GIVEN RECORDS:
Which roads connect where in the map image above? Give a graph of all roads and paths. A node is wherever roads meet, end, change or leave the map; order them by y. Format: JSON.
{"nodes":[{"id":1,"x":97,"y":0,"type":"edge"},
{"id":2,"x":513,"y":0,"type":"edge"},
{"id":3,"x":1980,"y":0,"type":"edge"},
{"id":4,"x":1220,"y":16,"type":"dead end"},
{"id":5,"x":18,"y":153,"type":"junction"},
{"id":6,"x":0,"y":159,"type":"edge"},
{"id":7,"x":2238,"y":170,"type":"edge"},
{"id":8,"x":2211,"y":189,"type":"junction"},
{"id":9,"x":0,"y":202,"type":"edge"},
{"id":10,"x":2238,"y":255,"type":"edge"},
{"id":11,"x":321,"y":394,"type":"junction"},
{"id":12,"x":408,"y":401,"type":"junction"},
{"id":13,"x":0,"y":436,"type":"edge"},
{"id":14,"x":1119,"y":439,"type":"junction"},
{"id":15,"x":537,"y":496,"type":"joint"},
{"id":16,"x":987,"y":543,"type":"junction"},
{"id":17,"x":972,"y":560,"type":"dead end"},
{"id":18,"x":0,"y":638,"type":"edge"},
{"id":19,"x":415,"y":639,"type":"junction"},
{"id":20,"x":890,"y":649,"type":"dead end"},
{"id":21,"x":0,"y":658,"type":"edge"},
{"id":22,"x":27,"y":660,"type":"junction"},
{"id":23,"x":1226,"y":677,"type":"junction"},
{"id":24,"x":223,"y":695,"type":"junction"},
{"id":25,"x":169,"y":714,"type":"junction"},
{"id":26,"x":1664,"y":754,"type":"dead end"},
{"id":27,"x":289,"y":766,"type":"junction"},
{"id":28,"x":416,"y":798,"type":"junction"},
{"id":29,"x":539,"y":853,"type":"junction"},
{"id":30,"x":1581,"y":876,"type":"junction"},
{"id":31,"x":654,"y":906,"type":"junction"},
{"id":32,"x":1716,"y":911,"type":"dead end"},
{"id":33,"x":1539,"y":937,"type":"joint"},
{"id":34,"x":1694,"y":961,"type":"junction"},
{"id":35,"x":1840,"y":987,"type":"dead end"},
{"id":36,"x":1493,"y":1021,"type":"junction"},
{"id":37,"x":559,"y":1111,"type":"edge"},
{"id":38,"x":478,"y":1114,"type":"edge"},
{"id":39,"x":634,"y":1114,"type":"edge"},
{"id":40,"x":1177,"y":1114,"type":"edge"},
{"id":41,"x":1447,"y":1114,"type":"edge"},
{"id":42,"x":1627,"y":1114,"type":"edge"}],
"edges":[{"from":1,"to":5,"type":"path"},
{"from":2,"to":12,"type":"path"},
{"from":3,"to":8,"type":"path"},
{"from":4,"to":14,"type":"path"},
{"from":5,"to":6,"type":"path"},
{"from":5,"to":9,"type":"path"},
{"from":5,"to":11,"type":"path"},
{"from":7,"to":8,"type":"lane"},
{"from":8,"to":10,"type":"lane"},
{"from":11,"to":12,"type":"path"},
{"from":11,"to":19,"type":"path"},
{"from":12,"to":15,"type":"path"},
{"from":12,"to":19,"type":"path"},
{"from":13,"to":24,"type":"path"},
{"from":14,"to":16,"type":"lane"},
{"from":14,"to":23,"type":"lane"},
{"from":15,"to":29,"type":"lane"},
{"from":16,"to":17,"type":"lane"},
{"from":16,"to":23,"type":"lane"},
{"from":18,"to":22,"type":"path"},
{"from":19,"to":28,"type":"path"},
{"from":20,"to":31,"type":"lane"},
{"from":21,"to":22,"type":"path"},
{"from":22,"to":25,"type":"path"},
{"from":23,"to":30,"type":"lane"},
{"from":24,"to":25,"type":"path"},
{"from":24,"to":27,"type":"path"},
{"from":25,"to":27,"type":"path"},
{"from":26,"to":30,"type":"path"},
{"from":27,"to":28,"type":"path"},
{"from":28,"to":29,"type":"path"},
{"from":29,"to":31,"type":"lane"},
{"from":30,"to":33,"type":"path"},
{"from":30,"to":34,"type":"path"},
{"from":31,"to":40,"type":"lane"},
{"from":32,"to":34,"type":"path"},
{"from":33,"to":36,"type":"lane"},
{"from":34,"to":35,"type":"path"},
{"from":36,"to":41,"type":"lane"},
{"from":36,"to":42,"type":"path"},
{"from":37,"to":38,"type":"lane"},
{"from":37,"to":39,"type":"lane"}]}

TASK DETAILS:
The records must be given again in full, exactly as shown.

ANSWER TO THE EXERCISE:
Which roads connect where in the map image above? Give a graph of all roads and paths. A node is wherever roads meet, end, change or leave the map; order them by y. Format: JSON.
{"nodes":[{"id":1,"x":97,"y":0,"type":"edge"},
{"id":2,"x":513,"y":0,"type":"edge"},
{"id":3,"x":1980,"y":0,"type":"edge"},
{"id":4,"x":1220,"y":16,"type":"dead end"},
{"id":5,"x":18,"y":153,"type":"junction"},
{"id":6,"x":0,"y":159,"type":"edge"},
{"id":7,"x":2238,"y":170,"type":"edge"},
{"id":8,"x":2211,"y":189,"type":"junction"},
{"id":9,"x":0,"y":202,"type":"edge"},
{"id":10,"x":2238,"y":255,"type":"edge"},
{"id":11,"x":321,"y":394,"type":"junction"},
{"id":12,"x":408,"y":401,"type":"junction"},
{"id":13,"x":0,"y":436,"type":"edge"},
{"id":14,"x":1119,"y":439,"type":"junction"},
{"id":15,"x":537,"y":496,"type":"joint"},
{"id":16,"x":987,"y":543,"type":"junction"},
{"id":17,"x":972,"y":560,"type":"dead end"},
{"id":18,"x":0,"y":638,"type":"edge"},
{"id":19,"x":415,"y":639,"type":"junction"},
{"id":20,"x":890,"y":649,"type":"dead end"},
{"id":21,"x":0,"y":658,"type":"edge"},
{"id":22,"x":27,"y":660,"type":"junction"},
{"id":23,"x":1226,"y":677,"type":"junction"},
{"id":24,"x":223,"y":695,"type":"junction"},
{"id":25,"x":169,"y":714,"type":"junction"},
{"id":26,"x":1664,"y":754,"type":"dead end"},
{"id":27,"x":289,"y":766,"type":"junction"},
{"id":28,"x":416,"y":798,"type":"junction"},
{"id":29,"x":539,"y":853,"type":"junction"},
{"id":30,"x":1581,"y":876,"type":"junction"},
{"id":31,"x":654,"y":906,"type":"junction"},
{"id":32,"x":1716,"y":911,"type":"dead end"},
{"id":33,"x":1539,"y":937,"type":"joint"},
{"id":34,"x":1694,"y":961,"type":"junction"},
{"id":35,"x":1840,"y":987,"type":"dead end"},
{"id":36,"x":1493,"y":1021,"type":"junction"},
{"id":37,"x":559,"y":1111,"type":"edge"},
{"id":38,"x":478,"y":1114,"type":"edge"},
{"id":39,"x":634,"y":1114,"type":"edge"},
{"id":40,"x":1177,"y":1114,"type":"edge"},
{"id":41,"x":1447,"y":1114,"type":"edge"},
{"id":42,"x":1627,"y":1114,"type":"edge"}],
"edges":[{"from":1,"to":5,"type":"path"},
{"from":2,"to":12,"type":"path"},
{"from":3,"to":8,"type":"path"},
{"from":4,"to":14,"type":"path"},
{"from":5,"to":6,"type":"path"},
{"from":5,"to":9,"type":"path"},
{"from":5,"to":11,"type":"path"},
{"from":7,"to":8,"type":"lane"},
{"from":8,"to":10,"type":"lane"},
{"from":11,"to":12,"type":"path"},
{"from":11,"to":19,"type":"path"},
{"from":12,"to":15,"type":"path"},
{"from":12,"to":19,"type":"path"},
{"from":13,"to":24,"type":"path"},
{"from":14,"to":16,"type":"lane"},
{"from":14,"to":23,"type":"lane"},
{"from":15,"to":29,"type":"lane"},
{"from":16,"to":17,"type":"lane"},
{"from":16,"to":23,"type":"lane"},
{"from":18,"to":22,"type":"path"},
{"from":19,"to":28,"type":"path"},
{"from":20,"to":31,"type":"lane"},
{"from":21,"to":22,"type":"path"},
{"from":22,"to":25,"type":"path"},
{"from":23,"to":30,"type":"lane"},
{"from":24,"to":25,"type":"path"},
{"from":24,"to":27,"type":"path"},
{"from":25,"to":27,"type":"path"},
{"from":26,"to":30,"type":"path"},
{"from":27,"to":28,"type":"path"},
{"from":28,"to":29,"type":"path"},
{"from":29,"to":31,"type":"lane"},
{"from":30,"to":33,"type":"path"},
{"from":30,"to":34,"type":"path"},
{"from":31,"to":40,"type":"lane"},
{"from":32,"to":34,"type":"path"},
{"from":33,"to":36,"type":"lane"},
{"from":34,"to":35,"type":"path"},
{"from":36,"to":41,"type":"lane"},
{"from":36,"to":42,"type":"path"},
{"from":37,"to":38,"type":"lane"},
{"from":37,"to":39,"type":"lane"}]}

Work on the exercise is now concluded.